笑いすぎて身体をくの字型に折り曲げ、息も絶え絶えになりながらも、ミナトは眼前(がんぜん)に座る、士官学校時代からの古い友人にどうにか視線を向けた。

友人は相変わらずの無表情ではあったが、古くからのつきあいでもあるミナトには、その瞳の中で怒り、困惑、そして焦燥がないまぜになっているのが見て取れた。



何事にも頓着せず、よく言えば落ち着いた、悪く言えば感情の起伏に乏しく見える彼がこうもなるのは実に珍しい。

再びこみ上げそうになる笑いを(こら)え、真面目な表情を顔に貼り付けて相手に向き直る。

・・・その明るい色の瞳には、相変わらず好奇心と笑い、そして少しばかりの同情と罪悪感が浮かんではいたが。



友人は最近部下の少尉にプロポーズしたらしい。

部下に手をつけるけしからん輩もいないでもない、この軍という組織の中においては珍しいくらい、そういう面においてはある意味清廉な彼らしいというか、何というか。

愛人にするでもなく、飲みという名の誘いをかけるでもなく一足飛びにプロポーズに踏み切るあたり、確かにヒューバートらしいなと、得心(とくしん)がいく。



そして彼、ヒューバート・ヴァン・ラーツィヒの今回の行動に一役買っていたのがこのミナト・シノノメ中佐、28歳。

なにをかくそう今回のシズリの災難は、ヒューバートの士官学校時代の同期にして親友、そしてシズリの兄でもある彼が面白半分にけしかけたことでもあるのだ。



そもそも、ミナトとヒューバートのつきあいは十数年来にのぼる。

幼き日より机を並べ、同じ釜の飯を食べ、共に同じ戦場で死線をくぐったこともあれば共に潰れるまで酒を酌み交わしたこともある。

無表情で生真面目なヒューバートと明るく洒落っ気に溢れて陽気なミナトは一見、水と油のように見えたがその実、妙に気があった。



氷の男、軍人の(かがみ)、鉄仮面などと囁かれるこの男が、その薄皮を剥げば冷たくもないし感情に乏しいわけでもないことはよく知っている。

その実、表情に出ないだけで友人・部下想いでもあるし、百を考えて一の行動をする慎重さの持ち主でもあることも長年の友人関係の中でよく知っている。



だが、そんな彼がミナト達兄弟の掌中の珠、シズリに恋をしたと知ったときの驚きといったらなかった。

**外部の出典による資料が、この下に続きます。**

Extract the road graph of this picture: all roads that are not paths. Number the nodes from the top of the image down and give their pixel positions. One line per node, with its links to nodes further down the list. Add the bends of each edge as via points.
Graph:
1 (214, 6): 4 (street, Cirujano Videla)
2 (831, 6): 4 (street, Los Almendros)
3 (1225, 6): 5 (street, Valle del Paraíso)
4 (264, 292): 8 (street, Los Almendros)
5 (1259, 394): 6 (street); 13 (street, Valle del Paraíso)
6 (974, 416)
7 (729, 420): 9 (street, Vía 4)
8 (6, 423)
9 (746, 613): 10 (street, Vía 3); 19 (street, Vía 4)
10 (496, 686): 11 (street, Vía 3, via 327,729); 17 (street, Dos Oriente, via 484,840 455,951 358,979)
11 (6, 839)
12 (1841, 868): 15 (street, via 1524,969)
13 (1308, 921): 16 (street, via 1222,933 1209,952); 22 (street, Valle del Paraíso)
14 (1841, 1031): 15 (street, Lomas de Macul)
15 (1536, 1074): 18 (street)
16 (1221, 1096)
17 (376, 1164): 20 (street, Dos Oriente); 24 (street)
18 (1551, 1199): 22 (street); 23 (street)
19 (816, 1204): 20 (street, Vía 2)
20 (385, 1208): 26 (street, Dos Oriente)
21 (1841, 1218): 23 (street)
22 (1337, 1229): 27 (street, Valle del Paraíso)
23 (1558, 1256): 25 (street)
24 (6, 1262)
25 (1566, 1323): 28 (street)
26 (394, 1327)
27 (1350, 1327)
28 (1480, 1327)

ヒューバート自身のことをよく知っているだけに、ミナトの住む官舎の自室にわざわざ、しかも夜中に彼が訪れ、遠まわしにシズリの話題を持ち出した瞬間にぴんときた。



勿論、ミナトとしては自慢の可愛くて優秀な妹だ、大事な妹を誰かよその男にかっ攫われるのは面白くない。

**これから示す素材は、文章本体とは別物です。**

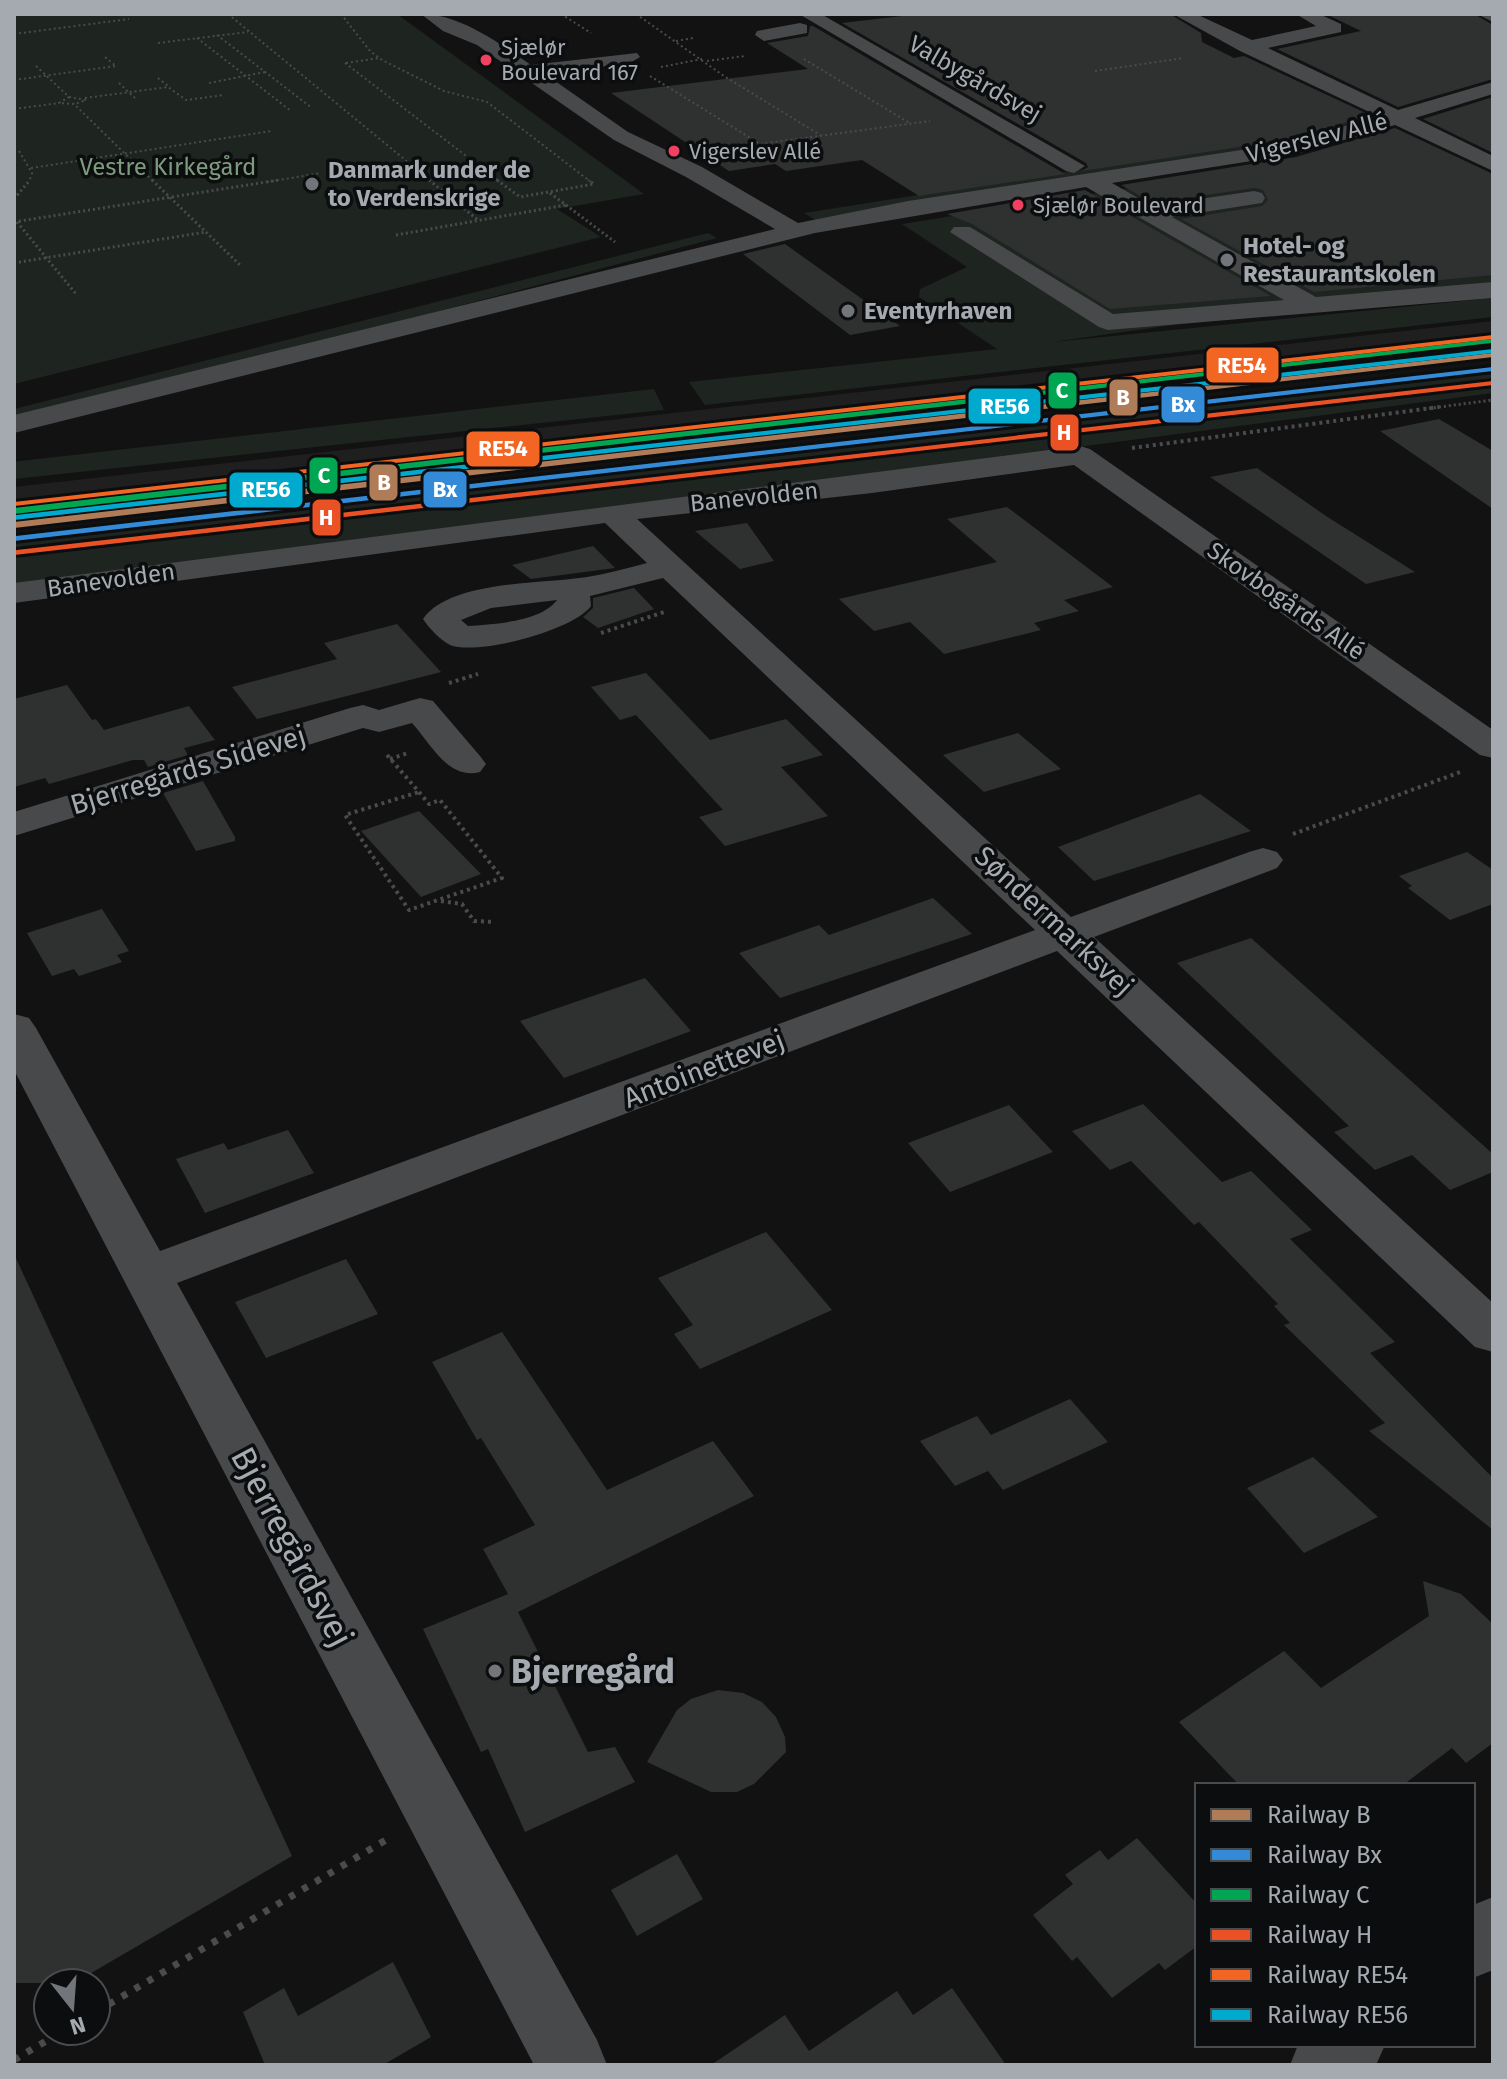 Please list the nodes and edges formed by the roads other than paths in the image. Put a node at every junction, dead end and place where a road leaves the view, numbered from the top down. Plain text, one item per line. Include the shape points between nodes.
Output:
1 (430, 14) edge
2 (461, 14) edge
3 (774, 14) edge
4 (1182, 14) edge
5 (1305, 14) edge
6 (1486, 14) edge
7 (1493, 17) edge
8 (804, 22) edge
9 (764, 35) dead end
10 (484, 41) junction
11 (1247, 47) junction
12 (635, 64) road end
13 (1493, 69) edge
14 (527, 71) junction
15 (1493, 88) edge
16 (1371, 106) junction
17 (1398, 119) junction
18 (621, 136) junction
19 (1493, 164) edge
20 (1082, 173) junction
21 (685, 194) dead end
22 (1254, 198) dead end
23 (1149, 213) junction
24 (766, 214) junction
25 (726, 223) junction
26 (795, 231) junction
27 (962, 232) dead end
28 (755, 240) junction
29 (1493, 290) edge
30 (1315, 307) junction
31 (14, 403) edge
32 (14, 424) edge
33 (1080, 455) joint
34 (612, 513) junction
35 (671, 567) junction
36 (573, 589) dead end
37 (14, 593) edge
38 (1493, 747) edge
39 (467, 764) dead end
40 (14, 824) edge
41 (1263, 860) road end
42 (1067, 933) junction
43 (14, 1028) edge
44 (145, 1276) junction
45 (1493, 1333) edge
46 (1493, 1929) edge
47 (1475, 1943) edge
48 (1348, 2047) edge
49 (572, 2065) edge
50 (1325, 2065) edge

1 - 10 street
2 - 10 street
3 - 8 street, Valbygårdsvej
4 - 11 street
5 - 11 street via 1334,28
6 - 7 street
8 - 9 street
8 - 20 street, Valbygårdsvej via 829,26
10 - 14 street
11 - 16 street
12 - 14 street
13 - 16 street, Vigerslev Allé
14 - 18 street
15 - 17 street, Vigerslev Allé
16 - 17 street
16 - 20 street, Vigerslev Allé via 1238,141
17 - 19 street
17 - 20 street, Vigerslev Allé via 1296,148
18 - 21 street via 648,167
18 - 24 street
20 - 23 street, Valbygårdsvej
20 - 24 street, Vigerslev Allé
20 - 26 street, Vigerslev Allé
22 - 23 street
23 - 30 street, Valbygårdsvej
24 - 25 street, Vigerslev Allé
24 - 26 street
25 - 28 street
25 - 31 street, Vigerslev Allé
26 - 28 street, Vigerslev Allé
27 - 30 street via 1108,322
28 - 32 street, Vigerslev Allé
29 - 30 street
33 - 34 street, Banevolden
33 - 38 street, Skovbogårds Allé
34 - 35 street, Søndermarksvej
34 - 37 street, Banevolden
35 - 36 street
35 - 42 street, Søndermarksvej
39 - 40 street, Bjerregårds Sidevej via 420,709 379,721 359,717
41 - 42 street, Antoinettevej
42 - 44 street, Antoinettevej
42 - 45 street, Søndermarksvej
43 - 44 street, Bjerregårdsvej
44 - 49 street, Bjerregårdsvej
46 - 47 street
48 - 50 street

しかし、どうせいつか誰かに盗られてしまうのならば自分の認めた男がよい、そう思ってしまうのは兄として当然だろう。



その点、ヒューバートは顔、身長、収入、将来性共に文句のつけようがない。

まぁ、性格に難がないとは言わないが・・・シズリに惚れていることは明らかだし、愛人を作ったり、浮気に走ることはまずないだろう。

危険の伴う軍人というマイナス面もあるが、その点シズリ自身が兄達の反対を押し切って、軍人になってしまったという以上、その上官という点では好ましいとも言える。

しかし、どんなに完璧な人間だとしても、兄である以上は面白くはない。



だから思わずからかってやりたい、という茶目っ気がでたのだ。

ごくたまに癇に障るほどのポーカーフェイスが崩れるのを見てやりたい、というささやかな、ごくかわいらしい悪戯心とちょっとばかりの好奇心だ。


だから彼にミナト達兄弟とシズリの出身地のヒイヅルクニに伝わる、伝統的かつ男らしいとされるプロポーズの言葉だと言い聞かせながら、その文言を教えてやったのだ。

内心にやりと黒い微笑(笑い)を浮かべながら。



        *       *       *




その運命の日の朝、(シズリ)がいつも通り1番であろう時間に出仕すると、既に上官殿(ヒューバート)が執務室に座っていた。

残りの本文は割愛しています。